[Dataset entries]
= = = = = = =
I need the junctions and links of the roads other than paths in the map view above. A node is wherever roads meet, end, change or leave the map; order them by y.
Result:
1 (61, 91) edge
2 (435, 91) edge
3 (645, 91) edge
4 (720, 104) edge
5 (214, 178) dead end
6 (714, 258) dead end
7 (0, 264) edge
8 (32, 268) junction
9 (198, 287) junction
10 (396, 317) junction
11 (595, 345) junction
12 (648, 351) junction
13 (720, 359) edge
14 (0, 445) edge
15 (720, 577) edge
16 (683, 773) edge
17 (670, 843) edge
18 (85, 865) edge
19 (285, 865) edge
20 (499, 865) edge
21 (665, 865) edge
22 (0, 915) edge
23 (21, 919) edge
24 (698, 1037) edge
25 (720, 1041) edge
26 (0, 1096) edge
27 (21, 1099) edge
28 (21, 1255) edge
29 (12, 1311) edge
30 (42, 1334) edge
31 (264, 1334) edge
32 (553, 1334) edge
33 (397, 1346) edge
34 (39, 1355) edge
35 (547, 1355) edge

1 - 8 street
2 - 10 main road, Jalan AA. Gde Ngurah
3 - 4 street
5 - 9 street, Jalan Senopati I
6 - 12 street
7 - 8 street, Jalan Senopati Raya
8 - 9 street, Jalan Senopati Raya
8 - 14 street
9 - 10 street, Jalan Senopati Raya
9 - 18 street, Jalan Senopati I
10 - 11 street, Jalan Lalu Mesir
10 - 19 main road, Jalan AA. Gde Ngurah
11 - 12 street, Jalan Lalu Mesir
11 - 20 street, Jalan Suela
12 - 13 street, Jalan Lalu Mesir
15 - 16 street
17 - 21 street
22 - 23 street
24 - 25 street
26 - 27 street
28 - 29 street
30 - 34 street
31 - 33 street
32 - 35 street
= = = = = = =
■ **What to do**:
From the first line through the last, give the data above again exactly.

■ **Response area**:
I need the junctions and links of the roads other than paths in the map view above. A node is wherever roads meet, end, change or leave the map; order them by y.
Result:
1 (61, 91) edge
2 (435, 91) edge
3 (645, 91) edge
4 (720, 104) edge
5 (214, 178) dead end
6 (714, 258) dead end
7 (0, 264) edge
8 (32, 268) junction
9 (198, 287) junction
10 (396, 317) junction
11 (595, 345) junction
12 (648, 351) junction
13 (720, 359) edge
14 (0, 445) edge
15 (720, 577) edge
16 (683, 773) edge
17 (670, 843) edge
18 (85, 865) edge
19 (285, 865) edge
20 (499, 865) edge
21 (665, 865) edge
22 (0, 915) edge
23 (21, 919) edge
24 (698, 1037) edge
25 (720, 1041) edge
26 (0, 1096) edge
27 (21, 1099) edge
28 (21, 1255) edge
29 (12, 1311) edge
30 (42, 1334) edge
31 (264, 1334) edge
32 (553, 1334) edge
33 (397, 1346) edge
34 (39, 1355) edge
35 (547, 1355) edge

1 - 8 street
2 - 10 main road, Jalan AA. Gde Ngurah
3 - 4 street
5 - 9 street, Jalan Senopati I
6 - 12 street
7 - 8 street, Jalan Senopati Raya
8 - 9 street, Jalan Senopati Raya
8 - 14 street
9 - 10 street, Jalan Senopati Raya
9 - 18 street, Jalan Senopati I
10 - 11 street, Jalan Lalu Mesir
10 - 19 main road, Jalan AA. Gde Ngurah
11 - 12 street, Jalan Lalu Mesir
11 - 20 street, Jalan Suela
12 - 13 street, Jalan Lalu Mesir
15 - 16 street
17 - 21 street
22 - 23 street
24 - 25 street
26 - 27 street
28 - 29 street
30 - 34 street
31 - 33 street
32 - 35 street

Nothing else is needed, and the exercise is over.